_Problem to solve_.
Count every line in the data below that includes "Dona", and give only the result.
Input data: Begin
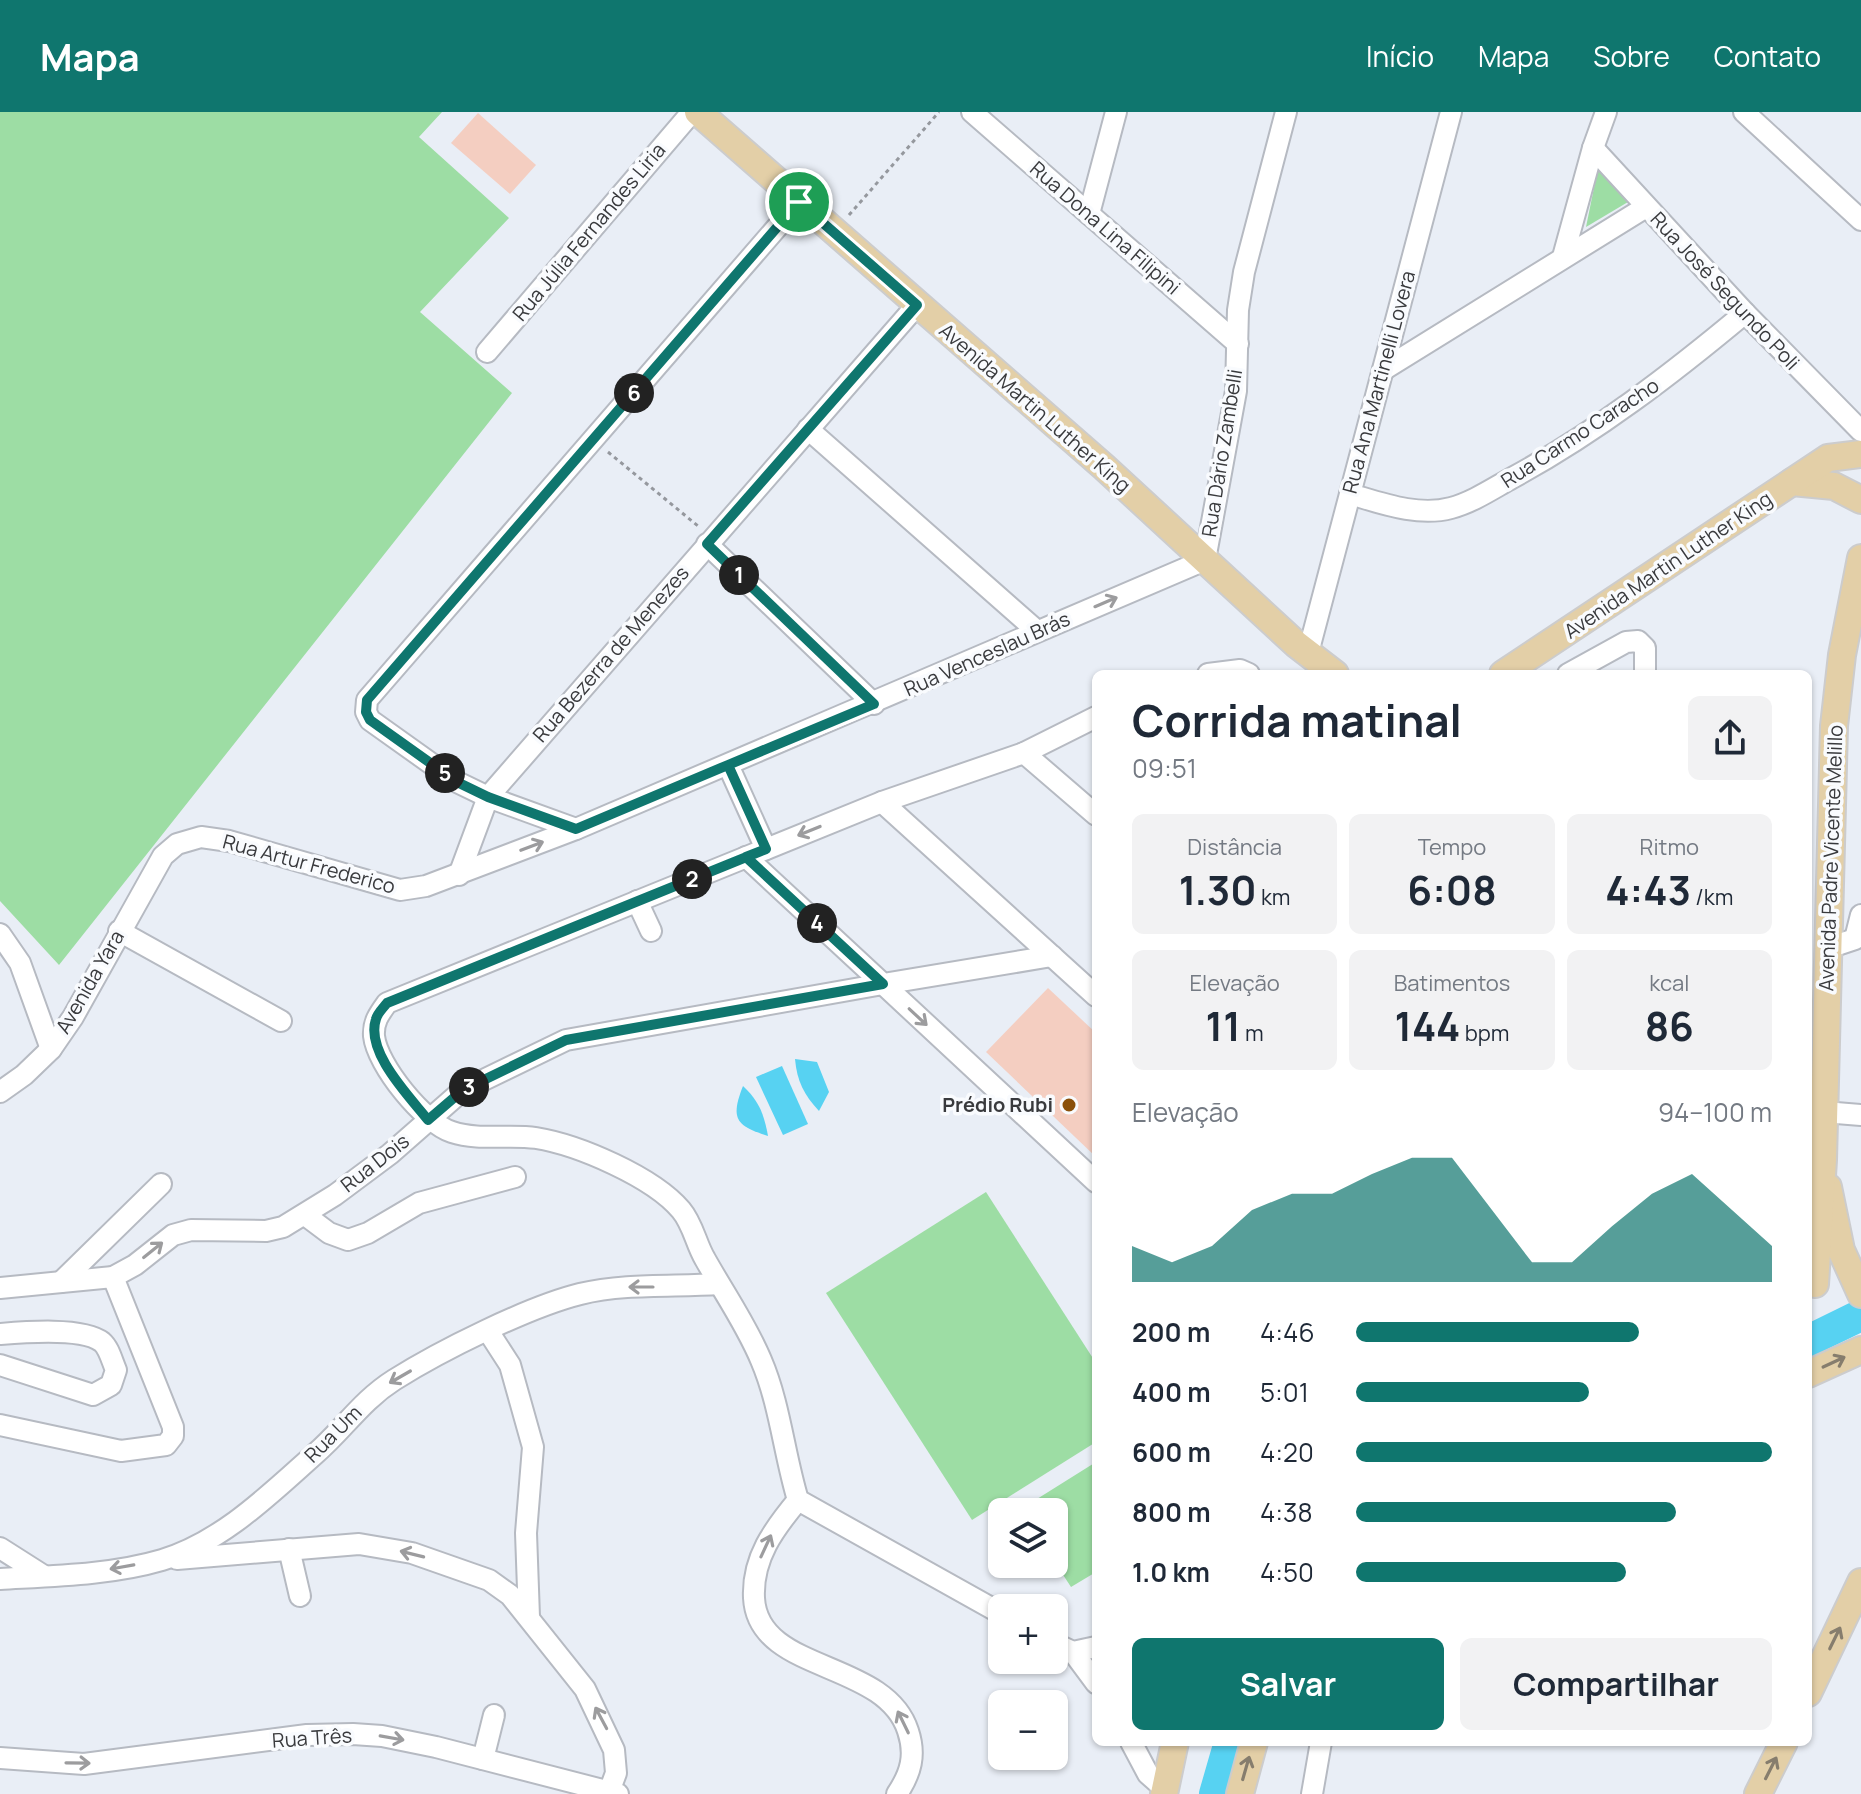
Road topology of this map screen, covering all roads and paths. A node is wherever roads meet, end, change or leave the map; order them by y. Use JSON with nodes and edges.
{"nodes":[{"id":1,"x":695,"y":112,"type":"edge"},
{"id":2,"x":939,"y":112,"type":"edge"},
{"id":3,"x":972,"y":112,"type":"edge"},
{"id":4,"x":1116,"y":112,"type":"edge"},
{"id":5,"x":1286,"y":112,"type":"edge"},
{"id":6,"x":1451,"y":112,"type":"edge"},
{"id":7,"x":1606,"y":112,"type":"edge"},
{"id":8,"x":1744,"y":112,"type":"edge"},
{"id":9,"x":1593,"y":148,"type":"junction"},
{"id":10,"x":799,"y":202,"type":"junction"},
{"id":11,"x":1646,"y":207,"type":"junction"},
{"id":12,"x":1089,"y":214,"type":"junction"},
{"id":13,"x":1861,"y":220,"type":"edge"},
{"id":14,"x":833,"y":232,"type":"junction"},
{"id":15,"x":1563,"y":257,"type":"junction"},
{"id":16,"x":917,"y":305,"type":"junction"},
{"id":17,"x":1745,"y":313,"type":"junction"},
{"id":18,"x":1238,"y":344,"type":"junction"},
{"id":19,"x":487,"y":352,"type":"dead end"},
{"id":20,"x":1383,"y":370,"type":"junction"},
{"id":21,"x":808,"y":429,"type":"junction"},
{"id":22,"x":1861,"y":431,"type":"edge"},
{"id":23,"x":593,"y":439,"type":"junction"},
{"id":24,"x":1861,"y":454,"type":"edge"},
{"id":25,"x":1792,"y":482,"type":"junction"},
{"id":26,"x":1350,"y":494,"type":"junction"},
{"id":27,"x":1861,"y":500,"type":"edge"},
{"id":28,"x":710,"y":541,"type":"junction"},
{"id":29,"x":1861,"y":558,"type":"edge"},
{"id":30,"x":1205,"y":560,"type":"junction"},
{"id":31,"x":1037,"y":631,"type":"junction"},
{"id":32,"x":1308,"y":653,"type":"junction"},
{"id":33,"x":1330,"y":670,"type":"edge"},
{"id":34,"x":1509,"y":670,"type":"edge"},
{"id":35,"x":1575,"y":670,"type":"edge"},
{"id":36,"x":1645,"y":670,"type":"edge"},
{"id":37,"x":874,"y":704,"type":"junction"},
{"id":38,"x":1092,"y":719,"type":"edge"},
{"id":39,"x":1024,"y":753,"type":"junction"},
{"id":40,"x":728,"y":765,"type":"junction"},
{"id":41,"x":488,"y":797,"type":"junction"},
{"id":42,"x":882,"y":802,"type":"junction"},
{"id":43,"x":1092,"y":812,"type":"edge"},
{"id":44,"x":576,"y":829,"type":"junction"},
{"id":45,"x":766,"y":849,"type":"junction"},
{"id":46,"x":163,"y":856,"type":"joint"},
{"id":47,"x":746,"y":857,"type":"junction"},
{"id":48,"x":459,"y":875,"type":"junction"},
{"id":49,"x":637,"y":901,"type":"junction"},
{"id":50,"x":1861,"y":915,"type":"edge"},
{"id":51,"x":119,"y":931,"type":"junction"},
{"id":52,"x":651,"y":931,"type":"dead end"},
{"id":53,"x":0,"y":934,"type":"edge"},
{"id":54,"x":1828,"y":948,"type":"junction"},
{"id":55,"x":1052,"y":956,"type":"junction"},
{"id":56,"x":883,"y":984,"type":"junction"},
{"id":57,"x":1092,"y":992,"type":"edge"},
{"id":58,"x":281,"y":1021,"type":"dead end"},
{"id":59,"x":51,"y":1049,"type":"junction"},
{"id":60,"x":0,"y":1092,"type":"edge"},
{"id":61,"x":1824,"y":1112,"type":"junction"},
{"id":62,"x":1861,"y":1115,"type":"edge"},
{"id":63,"x":428,"y":1120,"type":"junction"},
{"id":64,"x":1823,"y":1160,"type":"junction"},
{"id":65,"x":515,"y":1177,"type":"dead end"},
{"id":66,"x":1092,"y":1178,"type":"edge"},
{"id":67,"x":161,"y":1184,"type":"dead end"},
{"id":68,"x":305,"y":1215,"type":"junction"},
{"id":69,"x":1855,"y":1266,"type":"edge"},
{"id":70,"x":1812,"y":1276,"type":"edge"},
{"id":71,"x":113,"y":1277,"type":"junction"},
{"id":72,"x":61,"y":1282,"type":"junction"},
{"id":73,"x":719,"y":1284,"type":"junction"},
{"id":74,"x":1812,"y":1286,"type":"edge"},
{"id":75,"x":0,"y":1288,"type":"edge"},
{"id":76,"x":1861,"y":1294,"type":"edge"},
{"id":77,"x":488,"y":1331,"type":"junction"},
{"id":78,"x":0,"y":1334,"type":"edge"},
{"id":79,"x":1861,"y":1350,"type":"edge"},
{"id":80,"x":0,"y":1365,"type":"edge"},
{"id":81,"x":1812,"y":1372,"type":"edge"},
{"id":82,"x":0,"y":1425,"type":"edge"},
{"id":83,"x":798,"y":1500,"type":"junction"},
{"id":84,"x":0,"y":1548,"type":"edge"},
{"id":85,"x":289,"y":1549,"type":"junction"},
{"id":86,"x":162,"y":1560,"type":"junction"},
{"id":87,"x":44,"y":1576,"type":"junction"},
{"id":88,"x":0,"y":1579,"type":"edge"},
{"id":89,"x":1861,"y":1582,"type":"edge"},
{"id":90,"x":300,"y":1596,"type":"dead end"},
{"id":91,"x":988,"y":1606,"type":"edge"},
{"id":92,"x":529,"y":1617,"type":"junction"},
{"id":93,"x":1092,"y":1647,"type":"edge"},
{"id":94,"x":1068,"y":1648,"type":"edge"},
{"id":95,"x":1068,"y":1653,"type":"edge"},
{"id":96,"x":1092,"y":1679,"type":"edge"},
{"id":97,"x":1812,"y":1685,"type":"edge"},
{"id":98,"x":494,"y":1715,"type":"dead end"},
{"id":99,"x":1133,"y":1746,"type":"edge"},
{"id":100,"x":1174,"y":1746,"type":"edge"},
{"id":101,"x":1253,"y":1746,"type":"edge"},
{"id":102,"x":1320,"y":1746,"type":"edge"},
{"id":103,"x":1782,"y":1746,"type":"edge"},
{"id":104,"x":0,"y":1758,"type":"edge"},
{"id":105,"x":483,"y":1759,"type":"junction"},
{"id":106,"x":1164,"y":1791,"type":"edge"},
{"id":107,"x":611,"y":1793,"type":"edge"},
{"id":108,"x":897,"y":1794,"type":"edge"},
{"id":109,"x":1240,"y":1794,"type":"edge"},
{"id":110,"x":1312,"y":1794,"type":"edge"},
{"id":111,"x":1758,"y":1794,"type":"edge"}],
"edges":[{"from":1,"to":10,"type":"main road","name":"Avenida Martin Luther King"},
{"from":1,"to":19,"type":"street","name":"Rua Júlia Fernandes Liria"},
{"from":2,"to":14,"type":"path"},
{"from":3,"to":12,"type":"street","name":"Rua Dona Lina Filipini"},
{"from":4,"to":12,"type":"street"},
{"from":5,"to":18,"type":"street","name":"Rua Dário Zambelli"},
{"from":6,"to":20,"type":"street","name":"Rua Ana Martinelli Lovera"},
{"from":7,"to":9,"type":"street"},
{"from":8,"to":13,"type":"street"},
{"from":9,"to":11,"type":"street","name":"Rua José Segundo Poli"},
{"from":9,"to":15,"type":"street"},
{"from":10,"to":14,"type":"main road","name":"Avenida Martin Luther King"},
{"from":10,"to":23,"type":"street"},
{"from":11,"to":15,"type":"street"},
{"from":11,"to":17,"type":"street","name":"Rua José Segundo Poli"},
{"from":12,"to":18,"type":"street","name":"Rua Dona Lina Filipini"},
{"from":14,"to":16,"type":"main road","name":"Avenida Martin Luther King"},
{"from":15,"to":20,"type":"street"},
{"from":16,"to":21,"type":"street","name":"Rua Bezerra de Menezes"},
{"from":16,"to":30,"type":"main road","name":"Avenida Martin Luther King"},
{"from":17,"to":22,"type":"street","name":"Rua José Segundo Poli"},
{"from":17,"to":26,"type":"street","name":"Rua Carmo Caracho"},
{"from":18,"to":30,"type":"street","name":"Rua Dário Zambelli"},
{"from":20,"to":26,"type":"street","name":"Rua Ana Martinelli Lovera"},
{"from":21,"to":28,"type":"street","name":"Rua Bezerra de Menezes"},
{"from":21,"to":31,"type":"street"},
{"from":23,"to":28,"type":"path"},
{"from":23,"to":41,"type":"street"},
{"from":24,"to":25,"type":"main road","name":"Avenida Martin Luther King"},
{"from":25,"to":27,"type":"main road","name":"Avenida Martin Luther King"},
{"from":25,"to":34,"type":"main road","name":"Avenida Martin Luther King"},
{"from":26,"to":32,"type":"street","name":"Rua Ana Martinelli Lovera"},
{"from":28,"to":37,"type":"street"},
{"from":28,"to":41,"type":"street","name":"Rua Bezerra de Menezes"},
{"from":29,"to":54,"type":"main road","name":"Avenida Padre Vicente Melillo"},
{"from":31,"to":30,"type":"street","name":"Rua Venceslau Brás","one_way":true},
{"from":30,"to":32,"type":"main road","name":"Avenida Martin Luther King"},
{"from":31,"to":37,"type":"street","name":"Rua Venceslau Brás"},
{"from":32,"to":33,"type":"main road","name":"Avenida Martin Luther King"},
{"from":35,"to":36,"type":"street"},
{"from":37,"to":40,"type":"street","name":"Rua Venceslau Brás"},
{"from":38,"to":39,"type":"street"},
{"from":39,"to":42,"type":"street"},
{"from":39,"to":43,"type":"street"},
{"from":40,"to":44,"type":"street","name":"Rua Venceslau Brás"},
{"from":40,"to":45,"type":"street"},
{"from":41,"to":44,"type":"street"},
{"from":41,"to":48,"type":"street","name":"Rua Bezerra de Menezes"},
{"from":42,"to":45,"type":"street","one_way":true},
{"from":42,"to":55,"type":"street"},
{"from":48,"to":44,"type":"street","name":"Rua Venceslau Brás","one_way":true},
{"from":45,"to":47,"type":"street"},
{"from":46,"to":48,"type":"street","name":"Rua Artur Frederico"},
{"from":46,"to":51,"type":"street","name":"Avenida Yara"},
{"from":47,"to":49,"type":"street"},
{"from":47,"to":56,"type":"street"},
{"from":49,"to":52,"type":"street"},
{"from":49,"to":63,"type":"street"},
{"from":50,"to":54,"type":"street"},
{"from":51,"to":58,"type":"street"},
{"from":51,"to":59,"type":"street","name":"Avenida Yara"},
{"from":53,"to":59,"type":"street"},
{"from":54,"to":61,"type":"main road","name":"Avenida Padre Vicente Melillo"},
{"from":55,"to":56,"type":"street","name":"Rua Dois"},
{"from":55,"to":57,"type":"street"},
{"from":56,"to":63,"type":"street","name":"Rua Dois"},
{"from":56,"to":66,"type":"street","one_way":true},
{"from":59,"to":60,"type":"street","name":"Avenida Yara"},
{"from":61,"to":62,"type":"street"},
{"from":61,"to":64,"type":"main road","name":"Avenida Padre Vicente Melillo"},
{"from":63,"to":68,"type":"street","name":"Rua Dois"},
{"from":63,"to":73,"type":"street"},
{"from":64,"to":69,"type":"main road","name":"Avenida Padre Vicente Melillo"},
{"from":64,"to":70,"type":"main road","name":"Avenida Padre Vicente Melillo"},
{"from":65,"to":68,"type":"street"},
{"from":67,"to":72,"type":"street"},
{"from":71,"to":68,"type":"street","name":"Rua Dois","one_way":true},
{"from":69,"to":74,"type":"main road"},
{"from":69,"to":76,"type":"main road","name":"Avenida Padre Vicente Melillo"},
{"from":71,"to":72,"type":"street","name":"Rua Dois"},
{"from":71,"to":82,"type":"street"},
{"from":72,"to":75,"type":"street","name":"Rua Dois"},
{"from":73,"to":77,"type":"street","name":"Rua Um","one_way":true},
{"from":73,"to":83,"type":"street"},
{"from":77,"to":86,"type":"street","name":"Rua Um","one_way":true},
{"from":77,"to":92,"type":"street"},
{"from":78,"to":80,"type":"street"},
{"from":81,"to":79,"type":"main road","one_way":true},
{"from":83,"to":91,"type":"street"},
{"from":108,"to":83,"type":"street","one_way":true},
{"from":84,"to":87,"type":"street"},
{"from":85,"to":86,"type":"street"},
{"from":85,"to":90,"type":"street"},
{"from":92,"to":85,"type":"street","one_way":true},
{"from":86,"to":87,"type":"street","name":"Rua Um","one_way":true},
{"from":87,"to":88,"type":"street","name":"Rua Um"},
{"from":97,"to":89,"type":"main road","one_way":true},
{"from":107,"to":92,"type":"street","one_way":true},
{"from":93,"to":94,"type":"street"},
{"from":95,"to":96,"type":"street"},
{"from":98,"to":105,"type":"street"},
{"from":99,"to":106,"type":"street"},
{"from":100,"to":106,"type":"main road"},
{"from":109,"to":101,"type":"main road","one_way":true},
{"from":102,"to":110,"type":"street"},
{"from":111,"to":103,"type":"main road","one_way":true},
{"from":104,"to":105,"type":"street","name":"Rua Três","one_way":true},
{"from":105,"to":107,"type":"street","name":"Rua Três"}]}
Input data: End
_Solved exercise_.
2